Question

Determine where the graph of \(f\) is below the graph of g by solving the inequality \(f(x) \leq g(x) .\) Graph \(f\) and g together. \(f(x)=x^{4}-1\) \(g(x)=x-1\)

Short answer

The graph of \(f(x) \) is below \( g(x) \) between \ x \ in \ [0, 1] \.

Step-by-step solution

- Set up the inequality

We need to determine where the function \(f(x)\) is below or equal to the function \(g(x)\). Set up the inequality: \[x^4 - 1 \leq x - 1.\]

- Simplify the inequality

Rearrange the inequality to find the points of intersection by moving all terms to one side: \[x^4 - x \leq 0.\]

- Factor the inequality

Factor the left side to find the critical points: \[x^4 - x = x(x^3 - 1) = x(x-1)(x^2 + x + 1).\]

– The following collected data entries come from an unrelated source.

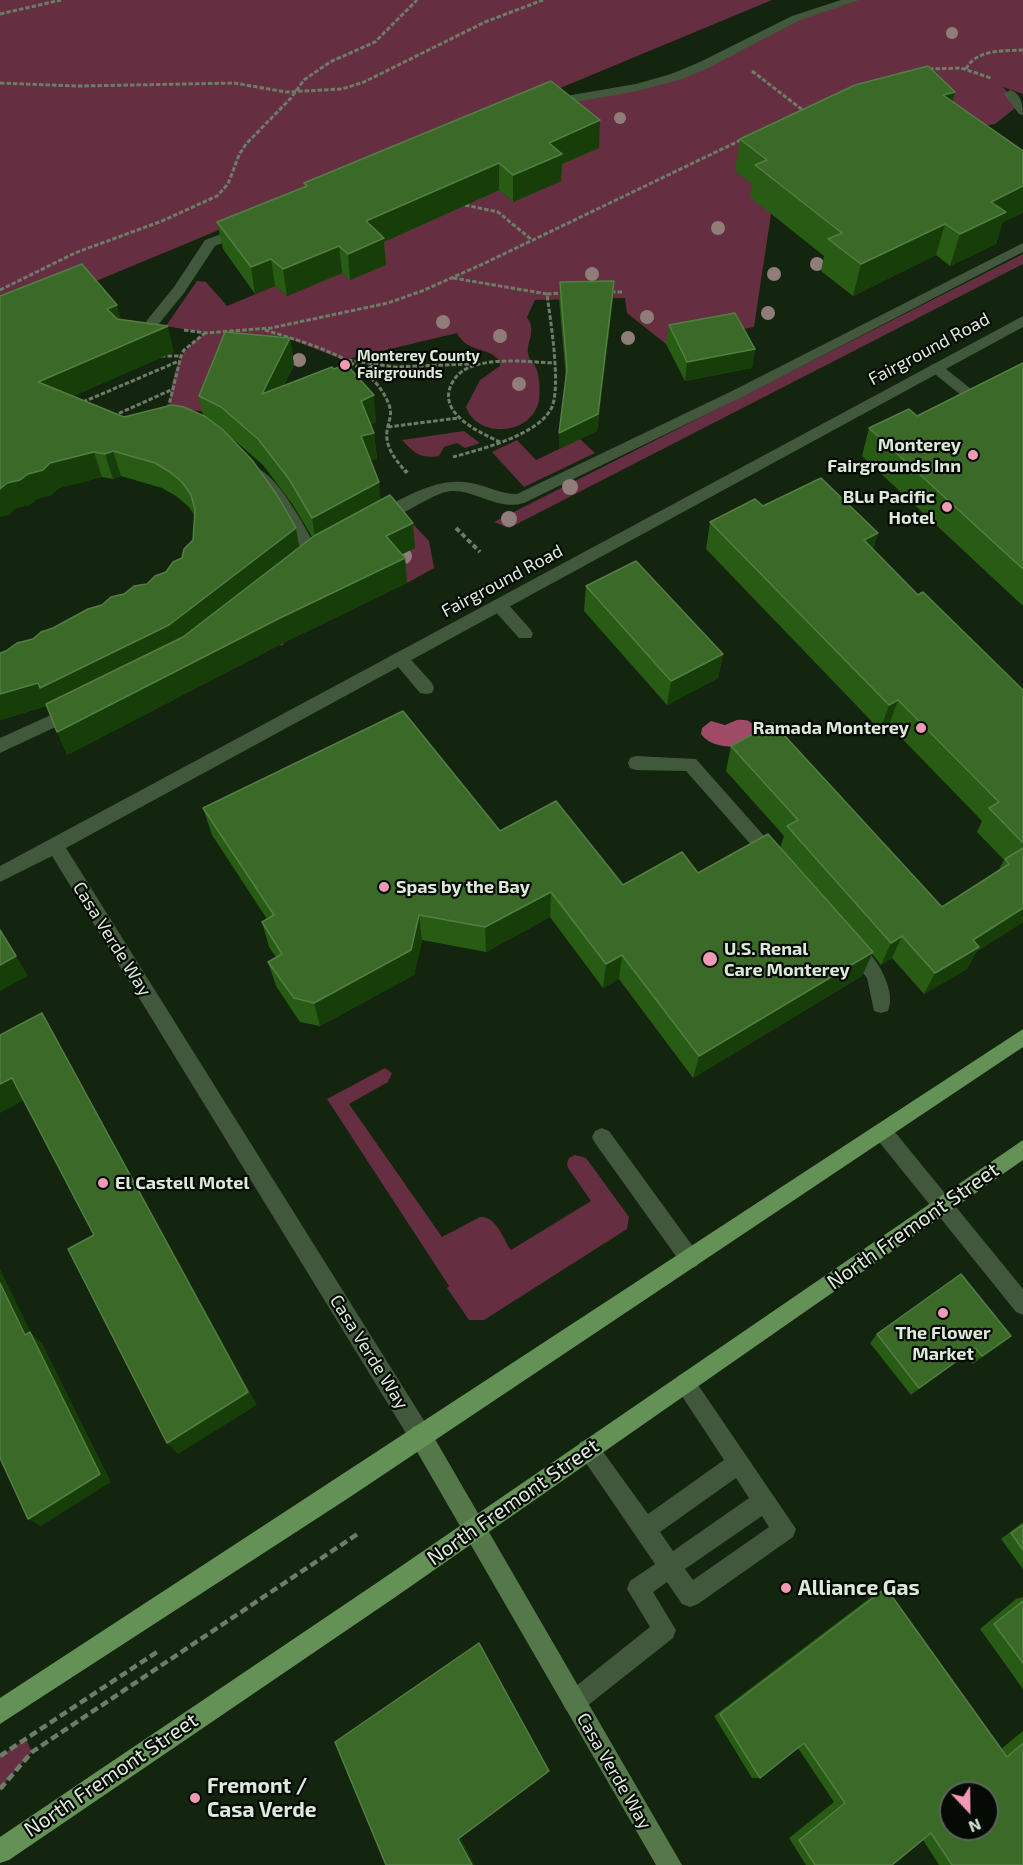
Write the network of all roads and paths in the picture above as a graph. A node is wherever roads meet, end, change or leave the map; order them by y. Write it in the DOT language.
graph roads {
  1 [pos="61,0"];
  2 [pos="417,0"];
  3 [pos="543,0"];
  4 [pos="853,0"];
  5 [pos="0,14"];
  6 [pos="1023,50"];
  7 [pos="729,53"];
  8 [pos="925,69"];
  9 [pos="966,69"];
  10 [pos="0,83"];
  11 [pos="296,92"];
  12 [pos="1010,94"];
  13 [pos="536,108"];
  14 [pos="808,109"];
  15 [pos="804,111"];
  16 [pos="1023,111"];
  17 [pos="794,115"];
  18 [pos="749,136"];
  19 [pos="465,205"];
  20 [pos="253,225"];
  21 [pos="532,240"];
  22 [pos="1023,247"];
  23 [pos="453,278"];
  24 [pos="0,290"];
  25 [pos="624,291"];
  26 [pos="601,292"];
  27 [pos="568,293"];
  28 [pos="547,294"];
  29 [pos="1023,321"];
  30 [pos="153,322"];
  31 [pos="261,329"];
  32 [pos="205,333"];
  33 [pos="158,356"];
  34 [pos="181,356"];
  35 [pos="344,360"];
  36 [pos="178,361"];
  37 [pos="555,363"];
  38 [pos="478,364"];
  39 [pos="936,368"];
  40 [pos="171,390"];
  41 [pos="976,400"];
  42 [pos="74,406"];
  43 [pos="166,414"];
  44 [pos="112,417"];
  45 [pos="459,418"];
  46 [pos="388,427"];
  47 [pos="500,442"];
  48 [pos="448,459"];
  49 [pos="245,462"];
  50 [pos="417,469"];
  51 [pos="363,526"];
  52 [pos="456,528"];
  53 [pos="326,547"];
  54 [pos="480,552"];
  55 [pos="312,555"];
  56 [pos="297,566"];
  57 [pos="499,605"];
  58 [pos="525,634"];
  59 [pos="400,658"];
  60 [pos="426,688"];
  61 [pos="87,704"];
  62 [pos="0,746"];
  63 [pos="636,763"];
  64 [pos="55,846"];
  65 [pos="783,870"];
  66 [pos="0,875"];
  67 [pos="837,931"];
  68 [pos="881,1005"];
  69 [pos="1023,1037"];
  70 [pos="883,1132"];
  71 [pos="602,1137"];
  72 [pos="1023,1149"];
  73 [pos="944,1205"];
  74 [pos="690,1259"];
  75 [pos="1023,1305"];
  76 [pos="685,1383"];
  77 [pos="420,1435"];
  78 [pos="588,1450"];
  79 [pos="739,1462"];
  80 [pos="764,1501"];
  81 [pos="473,1528"];
  82 [pos="645,1529"];
  83 [pos="359,1533"];
  84 [pos="670,1567"];
  85 [pos="573,1702"];
  86 [pos="0,1712"];
  87 [pos="0,1789"];
  88 [pos="0,1851"];
  89 [pos="670,1865"];
  1 -- 5 [label="path"];
  2 -- 11 [label="path"];
  3 -- 11 [label="path"];
  4 -- 7 [label="street"];
  6 -- 9 [label="path"];
  7 -- 13 [label="street"];
  7 -- 15 [label="path"];
  8 -- 9 [label="path"];
  9 -- 12 [label="path"];
  10 -- 11 [label="path"];
  11 -- 24 [label="path"];
  12 -- 16 [label="street"];
  14 -- 15 [label="path"];
  15 -- 17 [label="path"];
  18 -- 21 [label="path"];
  19 -- 21 [label="path"];
  20 -- 30 [label="street"];
  21 -- 23 [label="path"];
  22 -- 51 [label="street"];
  23 -- 28 [label="path"];
  23 -- 31 [label="path"];
  25 -- 26 [label="path"];
  27 -- 28 [label="path"];
  28 -- 37 [label="path"];
  29 -- 39 [label="street, Fairground Road"];
  30 -- 32 [label="path"];
  31 -- 32 [label="path"];
  31 -- 35 [label="path"];
  32 -- 34 [label="path"];
  33 -- 34 [label="path"];
  34 -- 36 [label="path"];
  35 -- 38 [label="path"];
  35 -- 46 [label="path"];
  36 -- 40 [label="path"];
  36 -- 42 [label="path"];
  37 -- 38 [label="path"];
  37 -- 47 [label="path"];
  38 -- 45 [label="path"];
  39 -- 41 [label="street"];
  39 -- 57 [label="street, Fairground Road"];
  40 -- 43 [label="path"];
  40 -- 44 [label="path"];
  45 -- 46 [label="path"];
  45 -- 47 [label="path"];
  46 -- 50 [label="path"];
  47 -- 48 [label="path"];
  49 -- 55 [label="street"];
  52 -- 54 [label="path"];
  53 -- 55 [label="street"];
  55 -- 56 [label="street"];
  57 -- 58 [label="street"];
  57 -- 59 [label="street, Fairground Road"];
  59 -- 60 [label="street"];
  59 -- 64 [label="street, Fairground Road"];
  61 -- 62 [label="street"];
  63 -- 65 [label="street"];
  64 -- 66 [label="street, Fairground Road"];
  64 -- 77 [label="street, Casa Verde Way"];
  67 -- 68 [label="street"];
  69 -- 70 [label="main road"];
  70 -- 73 [label="street"];
  70 -- 74 [label="main road"];
  71 -- 74 [label="street"];
  72 -- 73 [label="main road, North Fremont Street"];
  73 -- 75 [label="street"];
  73 -- 76 [label="main road, North Fremont Street"];
  74 -- 77 [label="main road"];
  76 -- 78 [label="main road, North Fremont Street"];
  76 -- 79 [label="street"];
  77 -- 81 [label="main road, Casa Verde Way"];
  77 -- 86 [label="main road"];
  78 -- 81 [label="main road, North Fremont Street"];
  78 -- 82 [label="street"];
  79 -- 80 [label="street"];
  79 -- 82 [label="street"];
  80 -- 84 [label="street"];
  80 -- 84 [label="street"];
  81 -- 85 [label="main road, Casa Verde Way"];
  81 -- 88 [label="main road, North Fremont Street"];
  82 -- 84 [label="street"];
  83 -- 87 [label="path"];
  84 -- 85 [label="street"];
  85 -- 89 [label="main road, Casa Verde Way"];
}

- Identify the critical points

Set each factor equal to zero to find the critical points: \[x = 0, x-1 = 0 \Rightarrow x = 1\] The quadratic term \(x^2 + x + 1\) does not have real roots.

- Test intervals around critical points

Test intervals around the critical points \(x = 0\) and \(x = 1\) to determine where the inequality holds: \[-\text{infinity to 0, 0 to 1, and 1 to \infty}.\]

- Evaluate the polynomial signs

For each interval, determine if \(x(x - 1)(x^2 + x + 1) \leq 0.\) The inequality holds between \([0,1]\)

- Graph the functions

Graph both \(f(x) = x^4 - 1\) and \(g(x) = x - 1\) on the same coordinate axis to visually confirm where \(f(x)\) is below \(g(x)\).

Key concepts

Polynomial Functions

Polynomial functions are expressions consisting of variables raised to nonnegative integer exponents and their coefficients. They're fundamental in algebra.For the exercise above, we deal with two functions:

• Function 1: f(x) = x^4 - 1, a polynomial of degree 4.
• Function 2: g(x) = x - 1, a polynomial of degree 1 (a linear function).

Polynomial functions can be simple like g(x), but they can also be complicated like f(x). Understanding them requires learning about their degrees, leading coefficients, and general shape. The degree of a polynomial provides insights into its behavior at large values and the number of roots it can have. For example, f(x) with degree 4 means, at most, it has 4 roots and behaves similarly to x^4 for large values. To solve inequalities involving polynomials, we often need to simplify and factor them.

Factoring

Factoring is a method used to break down polynomials into simpler pieces or 'factors' that can be multiplied together to give the original polynomial.

In the given exercise, we factored the expression from the inequality:

• Original inequality after rearrangement: x^4 - x ≤ 0
• Factored form: x(x - 1)(x^2 + x + 1) ≤ 0

Factoring helps to reveal the roots or critical points of the polynomial. These points are where the polynomial intersects the x-axis. For example, setting each factor equal to zero, we find critical points: x = 0 and x = 1. The third factor, x^2 + x + 1, does not yield real roots but affects the polynomial's sign in different intervals. Factoring is essential in analyzing and solving polynomial inequalities.

Testing Intervals

After factoring, we need to determine where the polynomial satisfies the inequality. This involves testing intervals around the critical points.

In our example, we have identified critical points at 0 and 1. We then choose intervals based on these points:

• Interval 1: (-∞, 0)
• Interval 2: (0, 1)
• Interval 3: (1, ∞)

We pick test points (like -1, 0.5, and 2) within each interval to substitute back into the factored inequality. If the polynomial result satisfies the inequality (being less than or equal to zero), then the interval is part of the solution. Here, testing reveals that only the interval [0, 1] works. This method ensures we correctly capture where the function meets the inequality conditions.

Graphical Analysis

Graphing functions provides a visual understanding of where one function is below or above another. It makes polynomial inequalities clearer.

For this exercise, we graph both functions: f(x) = x^4 - 1 and g(x) = x - 1.
When plotted on the same coordinate system, we can see where the graphs intersect and where one is above or below the other.Graphical analysis confirms our solution derived from algebraic methods. It visually verifies that f(x) stays below g(x) between [0, 1].

Key points to note when graphing:

• Identify intersections by solving the equality f(x) = g(x).
• Determine the shape and curvature from the polynomial's degree and leading coefficient.
• Label critical points and intervals where one function surpasses the other.

Using graphing technology, like graphing calculators or software, can be very helpful in this process. Analyzing the graphs strengthens the understanding and solves the inequality comprehensively.